Invece, X1D è leggera, si impugna molto bene con un ottimo grip, ha comandi semplici e razionali con pochi pulsanti ben studiati e soprattutto sembra un apparecchio fatto per essere messo nello zainetto o nell’esclusiva borsa Billingham disegnata apposta dallo specialista britannico per la casa svedese e portata in viaggio.
«C’è un ragionamento da fare – dice Oosting – e cioè ripensare che cosa voleva fare Victor Hasselblad quando ha creato le sue prime macchine fotografiche. Oggi Victor avrebbe 110 anni e la sua azienda è nata 75 anni fa. Di esperienza nel settore della pellicola e poi del digitale ce n’è tantissima. Però la percezione di Hasselblad come un marchio solo destinato al settore professionale high-end è limitativa. Le macchine volute da Victor sono state pensate anche per l’hobbysta, l’appassionato di fotografia che non voleva compromessi per la qualità».

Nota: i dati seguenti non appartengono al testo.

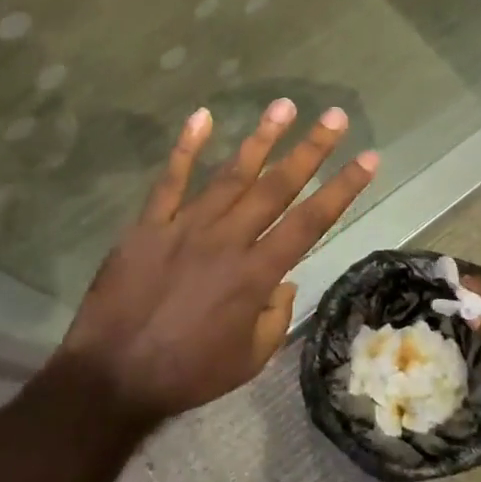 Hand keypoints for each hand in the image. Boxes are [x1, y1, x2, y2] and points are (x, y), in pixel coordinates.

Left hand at [55, 99, 377, 426]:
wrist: (112, 375)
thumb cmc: (187, 373)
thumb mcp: (249, 360)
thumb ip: (275, 318)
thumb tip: (285, 282)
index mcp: (255, 274)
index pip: (310, 222)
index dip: (342, 189)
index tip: (368, 158)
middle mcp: (227, 240)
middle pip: (276, 187)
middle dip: (310, 149)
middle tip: (334, 116)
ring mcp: (185, 226)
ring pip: (230, 175)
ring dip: (260, 139)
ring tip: (284, 106)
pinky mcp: (149, 224)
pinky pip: (170, 180)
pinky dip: (186, 147)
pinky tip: (202, 116)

Hasselblad per decenni ha voluto dire fotografia di alta qualità usata da professonisti soprattutto nella ritrattistica, nel settore pubblicitario, nella fotografia industriale. Ma anche matrimoni e archiviazione documentale. Più difficilmente tempo libero, vacanze, arte, nonostante ad esempio miti della fotografia come Hansel Adams hanno alternato Hasselblad ai banchi ottici e al largo formato. La crisi economica, periodo di defaillance successivi all’avvento del digitale e soprattutto alla ristrutturazione del mercato (e un certo buon numero di errori di strategia) hanno portato Hasselblad sull’orlo del fallimento dopo aver cambiato proprietà più volte.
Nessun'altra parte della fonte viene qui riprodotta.